> _Work required_: Within the listing, how many lines hold the word "Коммуны"? Give the number by itself.

> _Data under study_:
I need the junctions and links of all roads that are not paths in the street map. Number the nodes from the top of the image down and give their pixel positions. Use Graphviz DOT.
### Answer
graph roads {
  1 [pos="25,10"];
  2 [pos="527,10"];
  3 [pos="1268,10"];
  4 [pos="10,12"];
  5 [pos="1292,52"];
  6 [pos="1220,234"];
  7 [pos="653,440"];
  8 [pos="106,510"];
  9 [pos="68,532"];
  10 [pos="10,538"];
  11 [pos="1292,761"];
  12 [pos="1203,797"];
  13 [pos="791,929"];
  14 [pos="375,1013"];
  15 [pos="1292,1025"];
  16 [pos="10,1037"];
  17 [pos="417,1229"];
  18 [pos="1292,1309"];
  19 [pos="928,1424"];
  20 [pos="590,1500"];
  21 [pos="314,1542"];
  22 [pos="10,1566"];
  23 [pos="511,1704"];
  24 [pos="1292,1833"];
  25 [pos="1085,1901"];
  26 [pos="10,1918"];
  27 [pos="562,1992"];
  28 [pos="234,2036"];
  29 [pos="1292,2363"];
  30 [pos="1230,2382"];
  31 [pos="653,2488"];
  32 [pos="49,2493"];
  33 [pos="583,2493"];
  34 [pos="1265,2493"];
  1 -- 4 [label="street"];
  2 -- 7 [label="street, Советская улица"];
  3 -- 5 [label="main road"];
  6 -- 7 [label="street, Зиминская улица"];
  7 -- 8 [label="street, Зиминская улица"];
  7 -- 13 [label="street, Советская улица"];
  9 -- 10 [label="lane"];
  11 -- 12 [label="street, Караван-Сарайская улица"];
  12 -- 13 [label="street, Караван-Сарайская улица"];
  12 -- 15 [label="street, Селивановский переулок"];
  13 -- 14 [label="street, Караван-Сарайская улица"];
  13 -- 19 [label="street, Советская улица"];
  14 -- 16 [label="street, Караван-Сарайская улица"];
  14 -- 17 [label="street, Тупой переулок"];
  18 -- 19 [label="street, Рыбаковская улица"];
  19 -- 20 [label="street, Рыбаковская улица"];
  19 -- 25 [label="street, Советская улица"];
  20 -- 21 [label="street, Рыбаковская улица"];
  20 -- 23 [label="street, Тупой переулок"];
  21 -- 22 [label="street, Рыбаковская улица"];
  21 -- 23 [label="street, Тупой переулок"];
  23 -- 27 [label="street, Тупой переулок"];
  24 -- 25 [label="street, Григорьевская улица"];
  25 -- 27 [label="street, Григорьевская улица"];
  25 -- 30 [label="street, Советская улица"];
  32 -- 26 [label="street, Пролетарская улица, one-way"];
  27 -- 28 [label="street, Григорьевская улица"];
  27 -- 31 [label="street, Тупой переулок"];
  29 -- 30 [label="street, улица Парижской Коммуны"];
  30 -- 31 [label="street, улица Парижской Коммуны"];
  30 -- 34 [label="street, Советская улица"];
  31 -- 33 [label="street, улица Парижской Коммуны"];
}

> _Result for this task_: 3